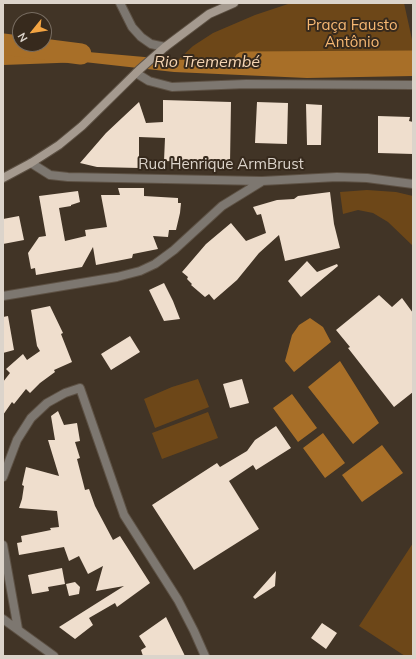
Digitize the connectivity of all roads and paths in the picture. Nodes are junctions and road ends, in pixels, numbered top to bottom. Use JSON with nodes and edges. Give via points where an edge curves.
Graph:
{"nodes":[{"id":1,"x":120,"y":3,"type":"edge"},
{"id":2,"x":234,"y":3,"type":"edge"},
{"id":3,"x":165,"y":47,"type":"junction"},
{"id":4,"x":137,"y":72,"type":"junction"},
{"id":5,"x":413,"y":85,"type":"edge"},
{"id":6,"x":32,"y":163,"type":"junction"},
{"id":7,"x":3,"y":178,"type":"edge"},
{"id":8,"x":262,"y":181,"type":"junction"},
{"id":9,"x":413,"y":184,"type":"edge"},
{"id":10,"x":3,"y":296,"type":"edge"},
{"id":11,"x":3,"y":477,"type":"edge"},
{"id":12,"x":3,"y":545,"type":"edge"},
{"id":13,"x":3,"y":619,"type":"edge"},
{"id":14,"x":18,"y":630,"type":"junction"},
{"id":15,"x":54,"y":656,"type":"edge"},
{"id":16,"x":205,"y":656,"type":"edge"}],
"edges":[{"from":1,"to":3,"type":"street","via":[[132,27],[141,37],[151,44]]},
{"from":2,"to":3,"type":"main road","via":[[209,14]]},
{"from":3,"to":4,"type":"main road"},
{"from":4,"to":5,"type":"street","via":[[149,81],[172,87],[246,84]]},
{"from":4,"to":6,"type":"main road","via":[[82,126]]},
{"from":6,"to":7,"type":"main road"},
{"from":6,"to":8,"type":"street","name":"Rua Henrique ArmBrust","via":[[50,174],[68,177]]},
{"from":8,"to":9,"type":"street","name":"Rua Henrique ArmBrust","via":[[337,177]]},
{"from":8,"to":10,"type":"street","via":[[222,206],[174,250],[140,271]]},
{"from":11,"to":16,"type":"street","via":[[17,440],[31,418],[46,403],[80,388],[124,514],[178,600]]},
{"from":12,"to":14,"type":"street"},
{"from":13,"to":14,"type":"street"},
{"from":14,"to":15,"type":"street"}]}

++++++++++

▶ _Your task_
Print all of the records shown above exactly, leaving out each picture.

▶ _Response area_
Digitize the connectivity of all roads and paths in the picture. Nodes are junctions and road ends, in pixels, numbered top to bottom. Use JSON with nodes and edges. Give via points where an edge curves.
Graph:
{"nodes":[{"id":1,"x":120,"y":3,"type":"edge"},
{"id":2,"x":234,"y":3,"type":"edge"},
{"id":3,"x":165,"y":47,"type":"junction"},
{"id":4,"x":137,"y":72,"type":"junction"},
{"id":5,"x":413,"y":85,"type":"edge"},
{"id":6,"x":32,"y":163,"type":"junction"},
{"id":7,"x":3,"y":178,"type":"edge"},
{"id":8,"x":262,"y":181,"type":"junction"},
{"id":9,"x":413,"y":184,"type":"edge"},
{"id":10,"x":3,"y":296,"type":"edge"},
{"id":11,"x":3,"y":477,"type":"edge"},
{"id":12,"x":3,"y":545,"type":"edge"},
{"id":13,"x":3,"y":619,"type":"edge"},
{"id":14,"x":18,"y":630,"type":"junction"},
{"id":15,"x":54,"y":656,"type":"edge"},
{"id":16,"x":205,"y":656,"type":"edge"}],
"edges":[{"from":1,"to":3,"type":"street","via":[[132,27],[141,37],[151,44]]},
{"from":2,"to":3,"type":"main road","via":[[209,14]]},
{"from":3,"to":4,"type":"main road"},
{"from":4,"to":5,"type":"street","via":[[149,81],[172,87],[246,84]]},
{"from":4,"to":6,"type":"main road","via":[[82,126]]},
{"from":6,"to":7,"type":"main road"},
{"from":6,"to":8,"type":"street","name":"Rua Henrique ArmBrust","via":[[50,174],[68,177]]},
{"from":8,"to":9,"type":"street","name":"Rua Henrique ArmBrust","via":[[337,177]]},
{"from":8,"to":10,"type":"street","via":[[222,206],[174,250],[140,271]]},
{"from":11,"to":16,"type":"street","via":[[17,440],[31,418],[46,403],[80,388],[124,514],[178,600]]},
{"from":12,"to":14,"type":"street"},
{"from":13,"to":14,"type":"street"},
{"from":14,"to":15,"type":"street"}]}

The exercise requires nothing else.